L'UE veut des élections «dans les meilleurs délais»
L’Union européenne a affirmé, dimanche, que le report de la présidentielle ouvre une «période d’incertitude» dans le pays, appelant à des élections «dans les meilleurs délais». Les États-Unis, «profondément préoccupés», ont exhorté, samedi, les acteurs politiques «à s’engager pacifiquement» pour «fixer rapidement une nouvelle date et les conditions d’une élection libre et équitable».
De son côté, la Communauté économique des États de l'Afrique de l'Ouest (Cedeao) a exprimé son «inquiétude» et demandé aux autorités d’œuvrer à fixer rapidement une nouvelle date.
Ce n’est que samedi, quelques heures avant l’ouverture officielle de la campagne, que le président Sall a annoncé qu’il abrogeait le décret fixant la présidentielle au 25 février. C’est la première fois depuis 1963 qu’une présidentielle au suffrage universel direct est reportée dans ce pays, qui n’a jamais connu de coup d’État, une rareté sur le continent.
Encore en poste après son mandat, alors qu'il n'est pas candidat?
Le Sénégal ne peut «se permettre une nouvelle crise» après des troubles meurtriers en mars 2021 et juin 2023, a dit le président Sall, annonçant «un dialogue national» pour «une élection libre, transparente et inclusive» et réitérant son engagement à ne pas être candidat.
Selon le Code électoral, un décret fixant la date d’une nouvelle présidentielle doit être publié au plus tard 80 jours avant le scrutin, ce qui mènerait à fin avril dans le meilleur des cas, un cas de figure quasiment impossible. Le président Sall risque ainsi d’être encore à son poste au-delà de l’échéance de son mandat, le 2 avril.
Vive querelle dans les hautes sphères
Le président Sall a invoqué le conflit qui a éclaté entre le Conseil constitutionnel et l’Assemblée nationale après la validation définitive, par la juridiction, de 20 candidatures et l’élimination de plusieurs dizaines d’autres. À l’initiative de Karim Wade, un candidat recalé qui a remis en cause l’intégrité de deux juges constitutionnels et réclamé le report de l’élection, l’Assemblée a approuvé la création d’une commission d’enquête sur les conditions de validation des candidatures.
Contre toute attente, les députés du camp présidentiel ont soutenu la démarche.
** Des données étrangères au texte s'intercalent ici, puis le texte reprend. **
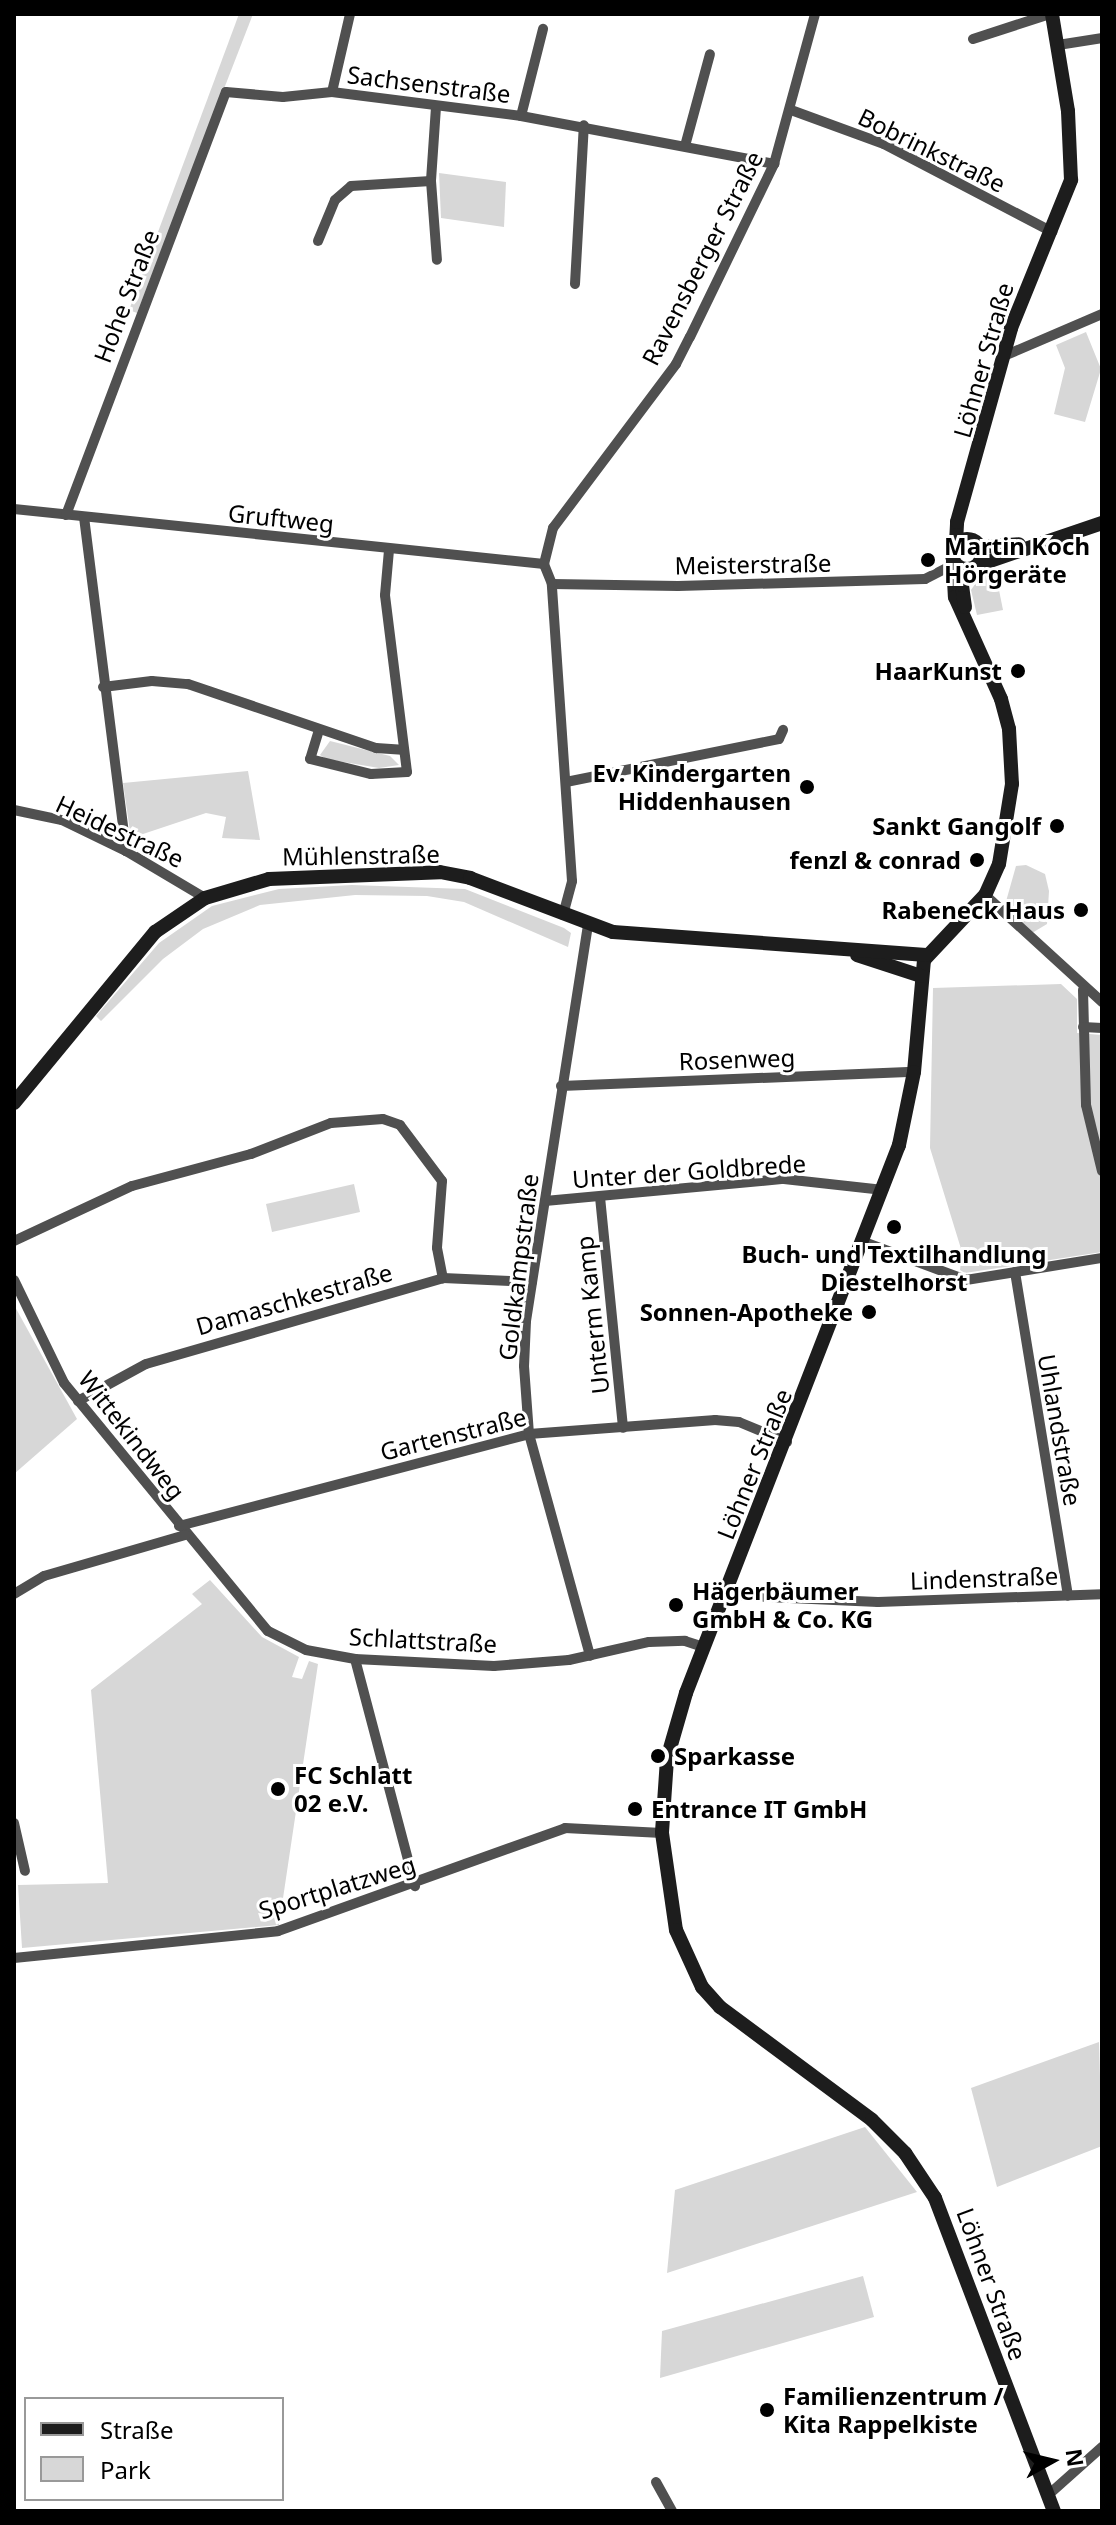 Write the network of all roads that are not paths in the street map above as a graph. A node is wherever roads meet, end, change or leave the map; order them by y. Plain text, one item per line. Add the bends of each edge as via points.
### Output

Elle a provoqué une vive querelle sur la séparation des pouvoirs, mais aussi nourri le soupçon d’un plan du pouvoir pour ajourner la présidentielle et éviter la défaite. Le candidat du camp présidentiel, le Premier ministre Amadou Ba, est contesté dans ses propres rangs et fait face à des dissidents. Au contraire, l’antisystème Bassirou Diomaye Faye, à la candidature validée par le Conseil constitutionnel, bien qu’il soit emprisonné depuis 2023, s’est imposé, ces dernières semaines, comme un postulant crédible à la victoire, un scénario cauchemar pour le camp présidentiel.